Kolmogorov-Smirnov test

Introduction

The Kolmogorov-Smirnov test (K-S test) is a nonparametric method used in statistical analysis to compare a sample with a reference probability distribution (one-sample K-S test), or to compare two samples (two-sample K-S test). Named after Andrey Kolmogorov and Nikolai Smirnov, it quantifies a distance between the empirical distribution function of the sample and the cumulative distribution function of the reference distribution, or between the empirical distribution functions of two samples.

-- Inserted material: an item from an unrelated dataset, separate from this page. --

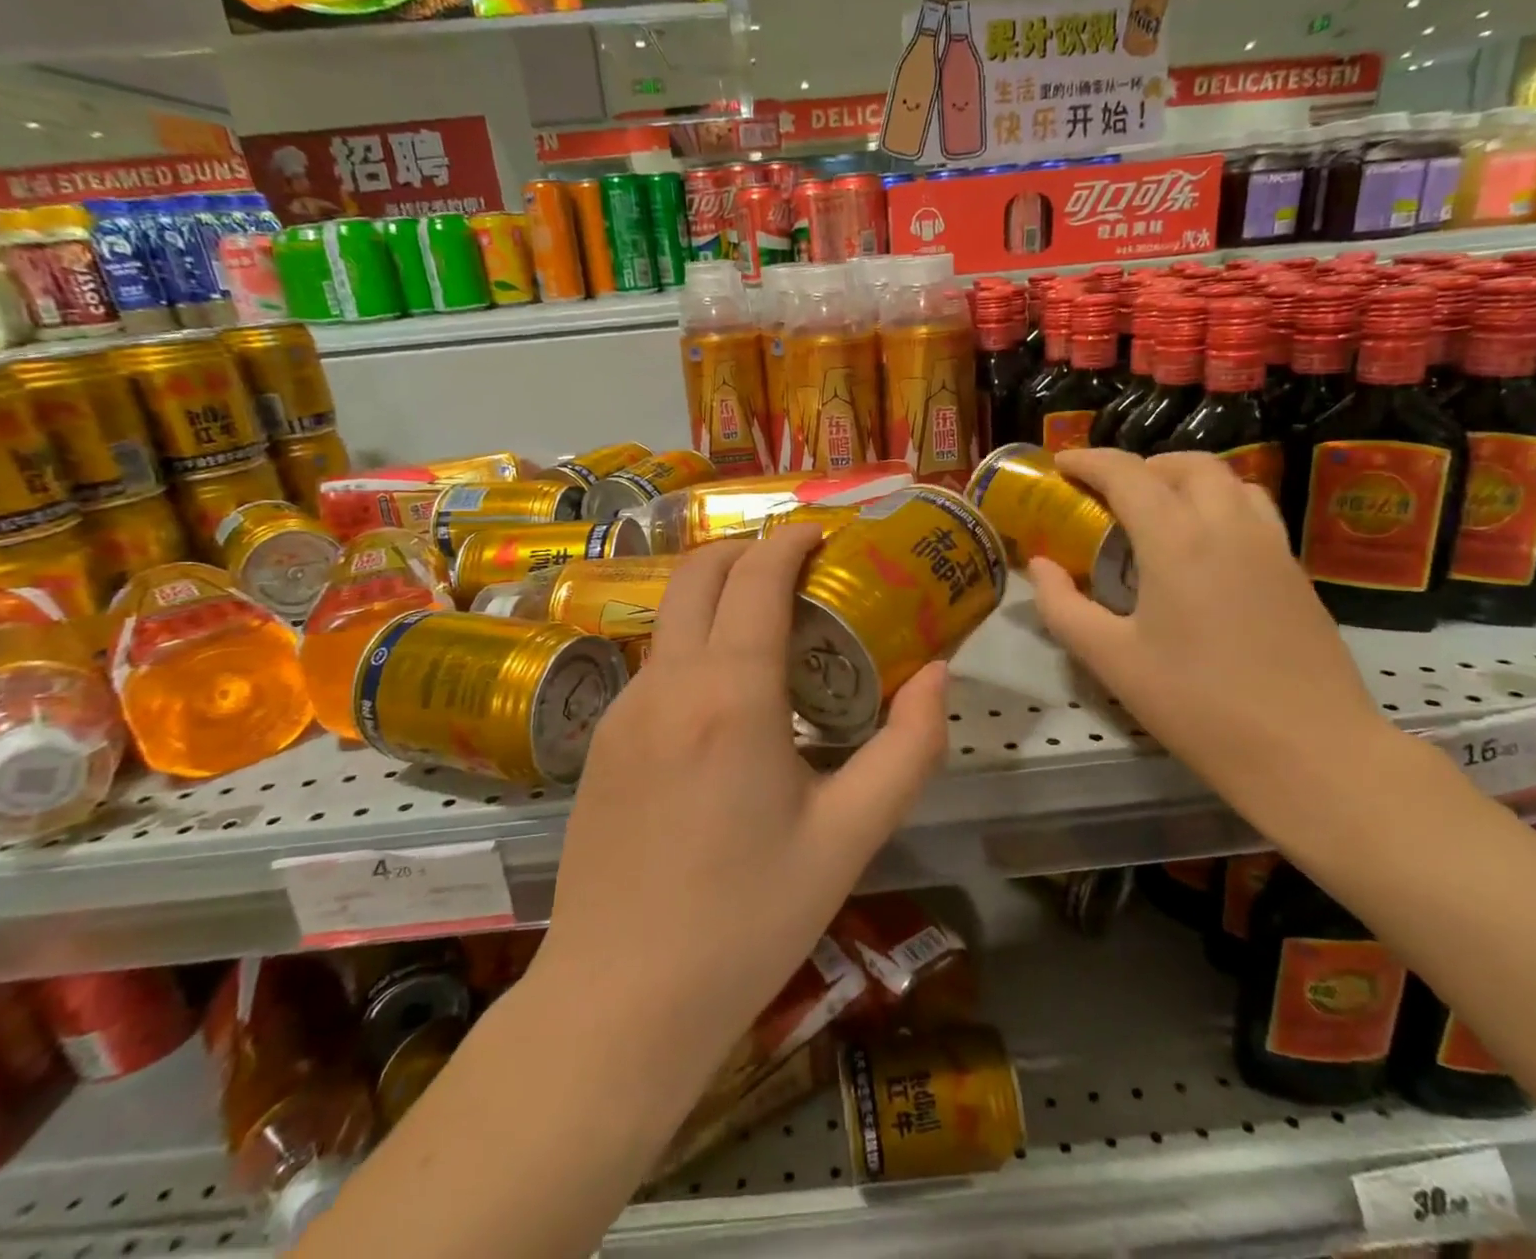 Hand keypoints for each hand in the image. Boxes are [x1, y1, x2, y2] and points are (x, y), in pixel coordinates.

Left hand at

A photograph of a statistical distribution graph with a line indicating the K-S test result.

Theoretical Background

The Kolmogorov-Smirnov test is based on the empirical distribution function (EDF). Given an ordered sample (x1, x2, ..., xn), the EDF at a point x is defined as the proportion of sample points less than or equal to x. The Kolmogorov-Smirnov statistic quantifies a distance between the empirical distribution function of the sample and the cumulative distribution function of the reference distribution, or between the empirical distribution functions of two samples.

One-sample K-S Test

The one-sample K-S test compares the empirical distribution function of a sample with the cumulative distribution function of a reference distribution. The null hypothesis is that the sample is drawn from the reference distribution. In the case of a known distribution function, the K-S test is exact. In the case of an estimated distribution function, critical values are not available, and the estimated distribution function must be compared with the Kolmogorov distribution.

Two-sample K-S Test

The two-sample K-S test is one of the most useful and general nonparametric methods for comparing two samples, as it is sensitive to differences in both location and shape of the empirical cumulative distribution functions of the two samples. The null hypothesis is that the samples are drawn from the same distribution (they are identical).

Assumptions and Limitations

The K-S test has several assumptions and limitations that must be considered when it's used. The test is most powerful when used on continuous, unimodal distributions that do not have a significant number of repeated data points. The K-S test is not valid for ordinal data or for data that includes repeated measurements.

Applications

The K-S test is widely used in fields such as physics, earth science, manufacturing, finance, and research. It is a valuable tool for comparing theoretical models with empirical data, or comparing empirical data from different experiments or different conditions.